→ PROVIDED ENTRIES:

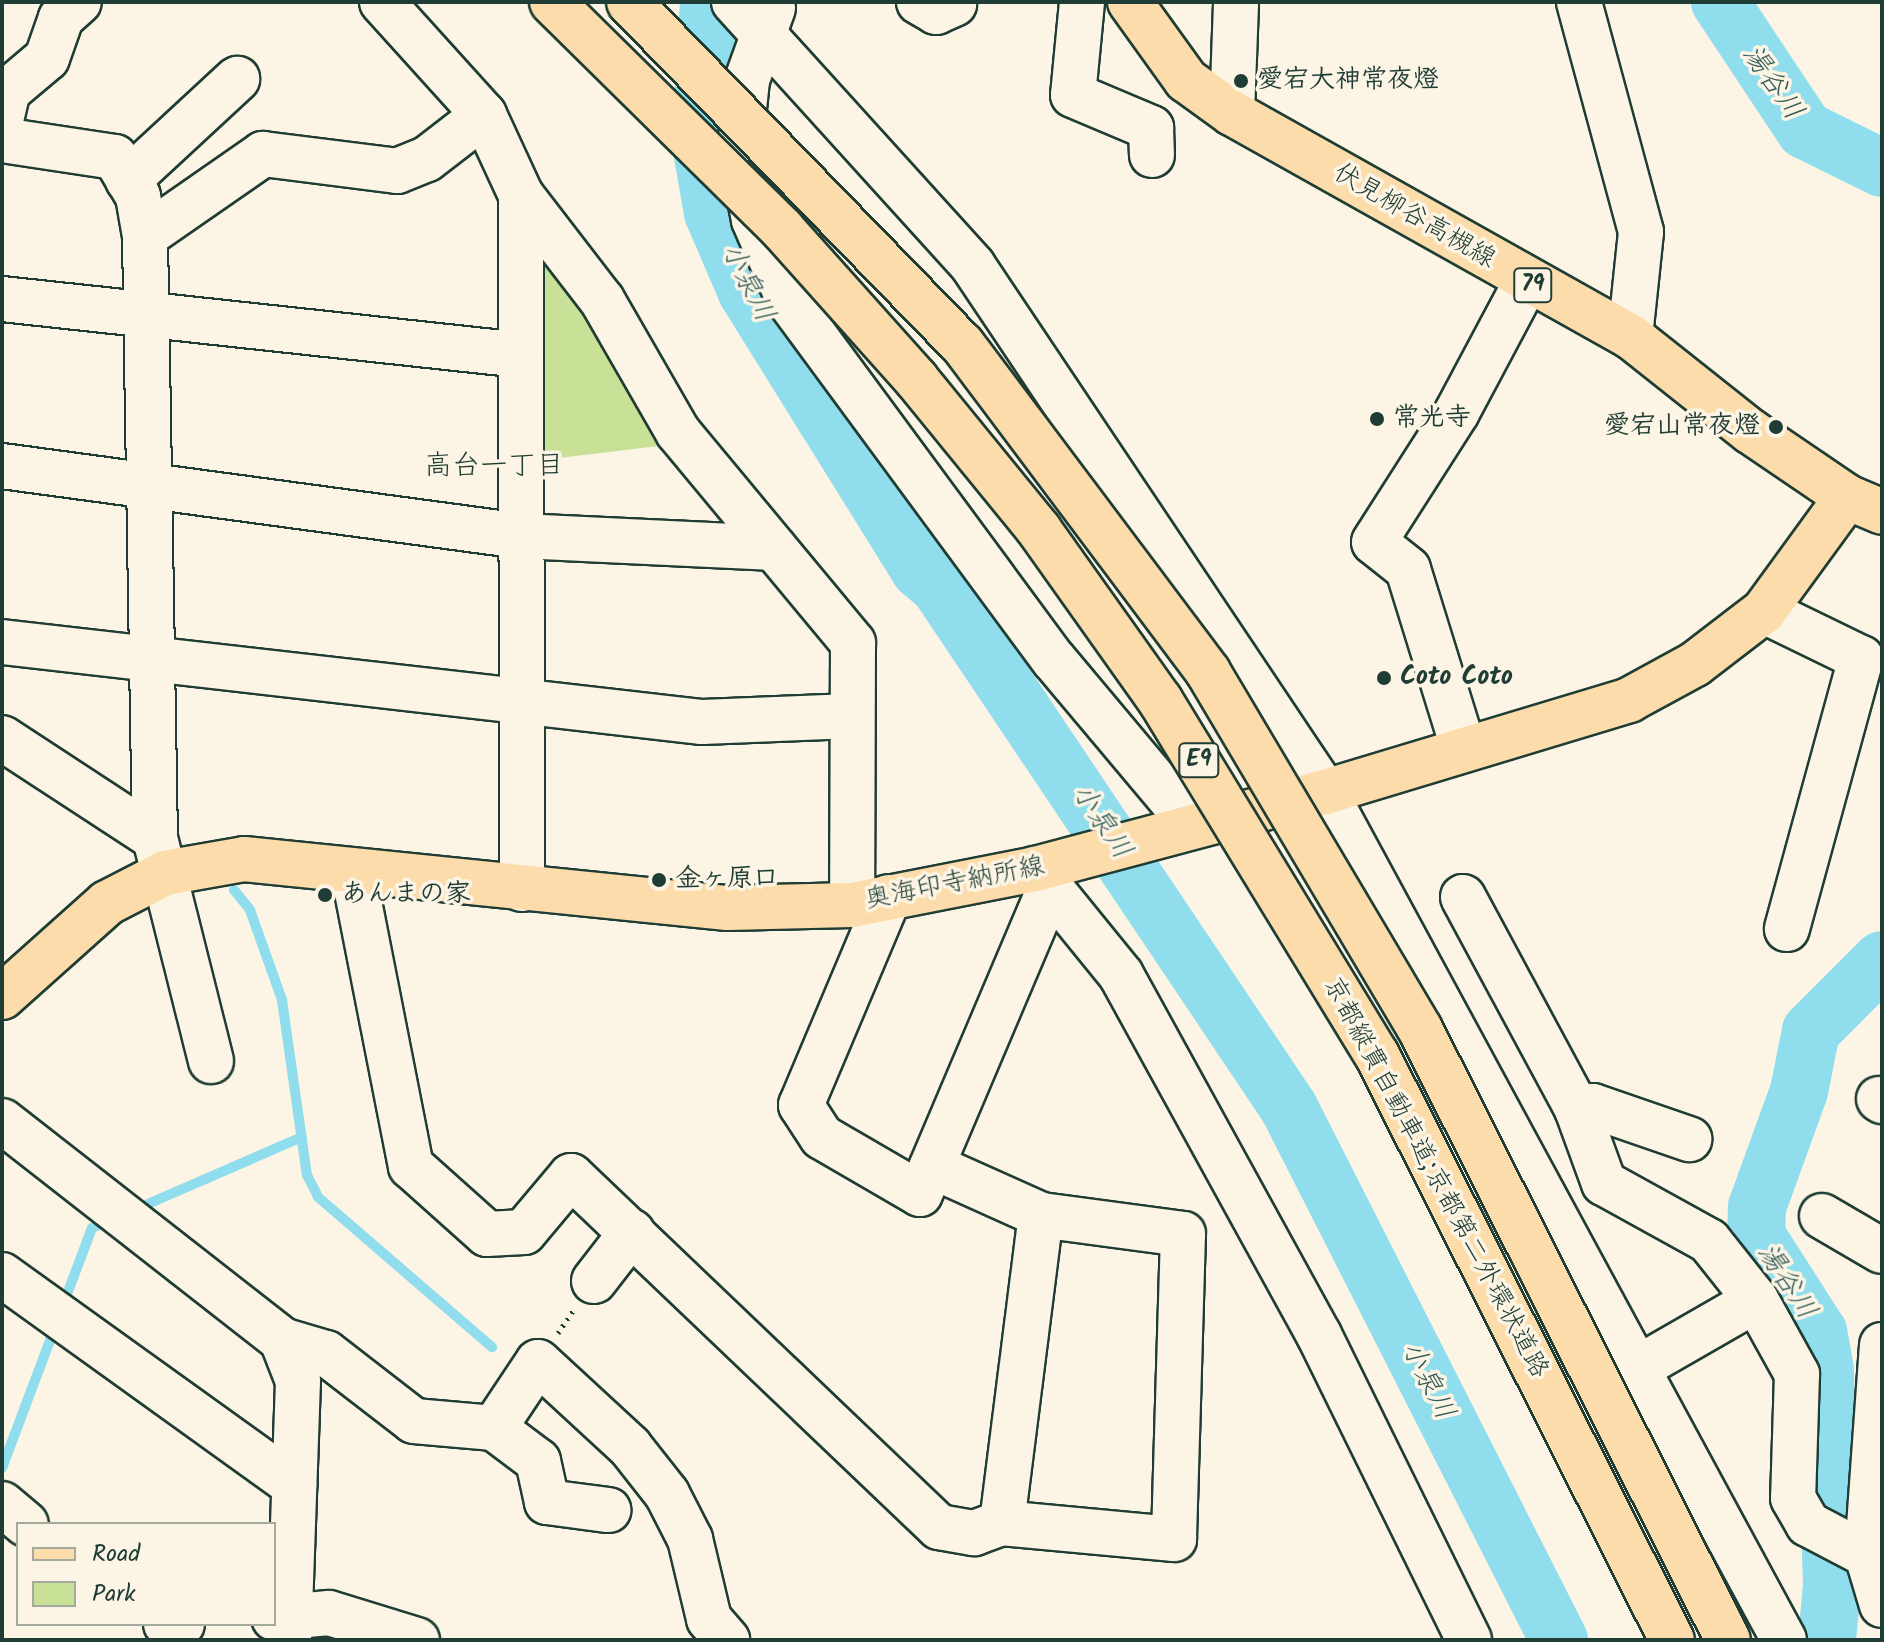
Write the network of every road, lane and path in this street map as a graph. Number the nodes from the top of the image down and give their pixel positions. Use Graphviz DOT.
==
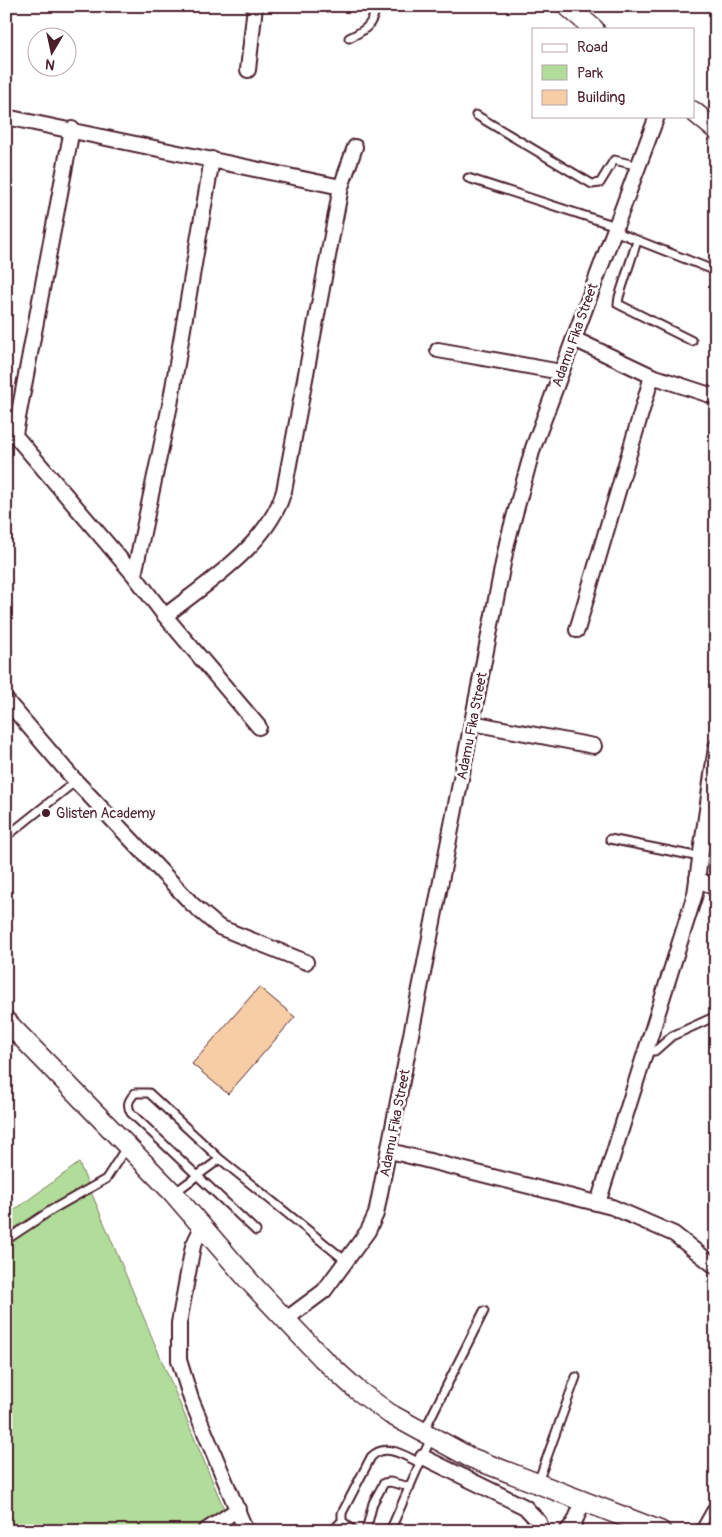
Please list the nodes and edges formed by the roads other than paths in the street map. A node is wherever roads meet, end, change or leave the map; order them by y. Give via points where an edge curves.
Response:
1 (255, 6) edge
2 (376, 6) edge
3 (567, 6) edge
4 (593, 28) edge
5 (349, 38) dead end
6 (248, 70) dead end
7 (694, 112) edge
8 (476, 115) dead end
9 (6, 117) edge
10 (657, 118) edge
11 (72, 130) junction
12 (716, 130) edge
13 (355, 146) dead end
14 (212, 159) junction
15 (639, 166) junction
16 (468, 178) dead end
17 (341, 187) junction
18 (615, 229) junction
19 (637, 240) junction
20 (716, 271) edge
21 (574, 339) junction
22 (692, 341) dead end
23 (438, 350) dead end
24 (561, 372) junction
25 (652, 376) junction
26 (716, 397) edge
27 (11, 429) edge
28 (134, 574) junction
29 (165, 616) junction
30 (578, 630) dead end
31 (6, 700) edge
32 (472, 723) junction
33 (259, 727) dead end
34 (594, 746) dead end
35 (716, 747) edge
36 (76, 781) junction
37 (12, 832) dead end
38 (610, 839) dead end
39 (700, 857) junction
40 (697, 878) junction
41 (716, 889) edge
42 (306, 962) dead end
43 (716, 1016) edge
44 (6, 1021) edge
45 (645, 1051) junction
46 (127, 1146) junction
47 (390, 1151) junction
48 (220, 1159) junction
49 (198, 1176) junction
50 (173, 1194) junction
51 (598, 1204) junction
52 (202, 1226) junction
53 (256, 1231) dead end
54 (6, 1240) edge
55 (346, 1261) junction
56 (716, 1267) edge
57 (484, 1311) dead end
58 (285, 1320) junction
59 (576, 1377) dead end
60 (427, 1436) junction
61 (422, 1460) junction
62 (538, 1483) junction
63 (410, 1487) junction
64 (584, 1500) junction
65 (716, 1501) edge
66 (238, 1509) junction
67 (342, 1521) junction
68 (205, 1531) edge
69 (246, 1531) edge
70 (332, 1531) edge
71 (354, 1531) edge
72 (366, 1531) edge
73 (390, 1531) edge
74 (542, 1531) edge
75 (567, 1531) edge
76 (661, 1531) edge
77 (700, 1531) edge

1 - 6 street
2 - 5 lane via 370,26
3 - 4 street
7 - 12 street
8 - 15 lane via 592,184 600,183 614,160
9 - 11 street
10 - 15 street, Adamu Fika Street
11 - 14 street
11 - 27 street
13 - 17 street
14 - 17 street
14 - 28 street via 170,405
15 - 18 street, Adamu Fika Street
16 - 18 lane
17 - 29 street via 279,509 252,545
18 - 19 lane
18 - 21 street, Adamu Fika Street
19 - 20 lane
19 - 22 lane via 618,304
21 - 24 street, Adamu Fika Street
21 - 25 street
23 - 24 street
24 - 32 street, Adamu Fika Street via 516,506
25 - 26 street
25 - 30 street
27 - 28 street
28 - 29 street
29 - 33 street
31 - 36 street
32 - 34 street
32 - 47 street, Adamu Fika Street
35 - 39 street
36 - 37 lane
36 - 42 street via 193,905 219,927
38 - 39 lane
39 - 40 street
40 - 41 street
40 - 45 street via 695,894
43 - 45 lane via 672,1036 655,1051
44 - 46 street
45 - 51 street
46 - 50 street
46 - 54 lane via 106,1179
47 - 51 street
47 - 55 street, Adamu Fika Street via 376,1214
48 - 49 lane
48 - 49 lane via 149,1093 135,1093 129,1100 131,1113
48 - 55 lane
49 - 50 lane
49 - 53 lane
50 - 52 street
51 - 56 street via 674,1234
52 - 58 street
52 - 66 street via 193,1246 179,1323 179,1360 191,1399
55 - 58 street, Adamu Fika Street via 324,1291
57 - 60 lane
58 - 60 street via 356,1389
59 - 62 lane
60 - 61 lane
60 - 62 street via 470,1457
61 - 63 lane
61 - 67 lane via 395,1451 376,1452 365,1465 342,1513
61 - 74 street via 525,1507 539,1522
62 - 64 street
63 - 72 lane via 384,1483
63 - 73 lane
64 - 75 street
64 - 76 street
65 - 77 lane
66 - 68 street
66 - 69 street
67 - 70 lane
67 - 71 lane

→ ACTIVITY:
Among the lines above, find the ones containing "nodes" and copy them.

→ WRITTEN RESPONSE:
Write the network of every road, lane and path in this street map as a graph. Number the nodes from the top of the image down and give their pixel positions. Use Graphviz DOT.
Please list the nodes and edges formed by the roads other than paths in the street map. A node is wherever roads meet, end, change or leave the map; order them by y. Give via points where an edge curves.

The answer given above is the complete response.